Para Franco, unirse al Eje habría supuesto enterrar a los españoles en una carencia mucho más acusada que la que de por sí depararon los años del racionamiento. Carlton Hayes, que fue embajador de Estados Unidos en España en los últimos años de la guerra, cuenta en sus memorias que la estrategia de Roosevelt y de Truman fue calcular las necesidades de petróleo de España y luego darle a Franco acceso a más o menos el 60% de las mismas. Una decisión inteligente, porque de esta manera generó una dependencia total respecto de dichos suministros pero, al tiempo, mantenía al posible enemigo en una situación de anemia crónica.
En suma: si Franco hubiese entrado en guerra junto a Alemania, se había encontrado con que, tras el desembarco en África de los aliados, los ejércitos se habrían ido a por él.
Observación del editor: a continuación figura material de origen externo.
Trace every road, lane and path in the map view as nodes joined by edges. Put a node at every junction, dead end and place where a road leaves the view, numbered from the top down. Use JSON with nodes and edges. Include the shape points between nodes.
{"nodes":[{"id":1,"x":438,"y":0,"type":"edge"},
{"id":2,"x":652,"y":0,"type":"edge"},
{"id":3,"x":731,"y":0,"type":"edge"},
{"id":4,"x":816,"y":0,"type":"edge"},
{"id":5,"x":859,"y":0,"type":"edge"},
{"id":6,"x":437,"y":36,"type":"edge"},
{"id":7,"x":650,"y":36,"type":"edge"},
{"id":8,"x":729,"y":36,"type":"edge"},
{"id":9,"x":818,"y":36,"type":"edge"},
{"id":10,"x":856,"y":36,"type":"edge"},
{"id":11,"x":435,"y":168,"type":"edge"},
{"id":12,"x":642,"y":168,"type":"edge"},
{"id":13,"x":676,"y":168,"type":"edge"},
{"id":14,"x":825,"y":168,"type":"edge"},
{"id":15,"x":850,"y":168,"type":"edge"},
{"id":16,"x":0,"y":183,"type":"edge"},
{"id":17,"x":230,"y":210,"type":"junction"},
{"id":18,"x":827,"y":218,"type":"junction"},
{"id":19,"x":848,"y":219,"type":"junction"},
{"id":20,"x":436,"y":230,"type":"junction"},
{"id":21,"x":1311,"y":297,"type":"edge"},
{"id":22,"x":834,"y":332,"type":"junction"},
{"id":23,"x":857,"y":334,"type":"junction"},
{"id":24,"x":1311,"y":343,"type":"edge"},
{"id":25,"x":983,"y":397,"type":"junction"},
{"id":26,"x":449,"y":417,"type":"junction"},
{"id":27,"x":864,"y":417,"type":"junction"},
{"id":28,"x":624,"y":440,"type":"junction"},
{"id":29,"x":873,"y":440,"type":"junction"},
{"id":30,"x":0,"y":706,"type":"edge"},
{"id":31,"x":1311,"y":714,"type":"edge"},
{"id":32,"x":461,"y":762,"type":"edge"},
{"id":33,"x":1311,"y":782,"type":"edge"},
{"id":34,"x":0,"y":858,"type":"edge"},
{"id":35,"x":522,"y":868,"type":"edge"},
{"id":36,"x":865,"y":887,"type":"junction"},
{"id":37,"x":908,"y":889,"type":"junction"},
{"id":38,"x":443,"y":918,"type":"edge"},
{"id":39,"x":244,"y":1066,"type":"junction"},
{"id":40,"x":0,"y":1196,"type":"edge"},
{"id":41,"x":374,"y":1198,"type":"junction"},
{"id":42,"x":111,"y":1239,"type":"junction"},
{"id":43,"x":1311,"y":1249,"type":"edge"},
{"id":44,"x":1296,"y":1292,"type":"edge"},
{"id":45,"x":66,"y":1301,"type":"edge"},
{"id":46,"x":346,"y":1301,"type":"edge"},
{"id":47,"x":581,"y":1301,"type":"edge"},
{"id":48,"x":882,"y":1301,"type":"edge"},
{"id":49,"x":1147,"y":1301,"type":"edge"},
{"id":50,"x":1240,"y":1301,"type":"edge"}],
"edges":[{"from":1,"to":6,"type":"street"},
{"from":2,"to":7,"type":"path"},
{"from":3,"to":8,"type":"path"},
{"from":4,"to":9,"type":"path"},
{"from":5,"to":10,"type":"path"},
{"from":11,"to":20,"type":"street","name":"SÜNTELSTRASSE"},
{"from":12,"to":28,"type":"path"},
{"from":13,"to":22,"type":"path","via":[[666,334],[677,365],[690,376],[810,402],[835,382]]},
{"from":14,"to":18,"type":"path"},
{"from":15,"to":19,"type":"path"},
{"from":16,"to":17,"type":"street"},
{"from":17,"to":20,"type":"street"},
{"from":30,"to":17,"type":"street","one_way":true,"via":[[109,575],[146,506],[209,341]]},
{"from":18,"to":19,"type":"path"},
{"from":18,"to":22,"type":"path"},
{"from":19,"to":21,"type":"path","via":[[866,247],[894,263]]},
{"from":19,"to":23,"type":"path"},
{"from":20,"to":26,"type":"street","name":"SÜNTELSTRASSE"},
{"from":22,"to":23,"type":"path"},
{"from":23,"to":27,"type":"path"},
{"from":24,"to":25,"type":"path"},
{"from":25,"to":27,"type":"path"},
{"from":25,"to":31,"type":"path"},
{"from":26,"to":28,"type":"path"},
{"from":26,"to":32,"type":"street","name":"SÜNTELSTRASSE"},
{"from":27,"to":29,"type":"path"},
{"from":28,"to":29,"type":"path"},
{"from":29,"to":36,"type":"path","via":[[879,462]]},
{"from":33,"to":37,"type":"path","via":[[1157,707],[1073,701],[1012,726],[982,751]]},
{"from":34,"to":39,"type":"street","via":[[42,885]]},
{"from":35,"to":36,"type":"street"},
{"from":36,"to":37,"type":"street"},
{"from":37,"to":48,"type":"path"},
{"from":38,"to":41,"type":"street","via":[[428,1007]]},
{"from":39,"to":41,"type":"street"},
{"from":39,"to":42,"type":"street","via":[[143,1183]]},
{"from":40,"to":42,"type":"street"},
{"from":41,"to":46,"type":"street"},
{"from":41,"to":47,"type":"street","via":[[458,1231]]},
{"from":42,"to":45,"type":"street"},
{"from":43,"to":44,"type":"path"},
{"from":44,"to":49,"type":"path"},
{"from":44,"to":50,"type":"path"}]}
Si Hitler o Mussolini hubiesen decidido ayudarle entonces, además de enviar los tanques tendrían que haber enviado también la gasolina y los pertrechos, porque España no estaba en condiciones de facilitárselos. Es prácticamente inevitable que Franco perdiese Canarias y que, incluso, con la disculpa de protegerlas, también perdiese las Baleares, invadidas por su amigo y aliado Mussolini, el cual siempre las ambicionó. La rápida convergencia entre aliados y españoles republicanos habría dado una esperanza a la oposición interior, fortaleciéndola.
Si además había generales untados que iban a El Pardo a comerle la oreja para que no entrase en la guerra, es más que probable. Pero lo que reputo falso es que ésta fuera la principal razón de nuestra no beligerancia.
martes, octubre 14, 2008
Discusiones bizantinas (y 3)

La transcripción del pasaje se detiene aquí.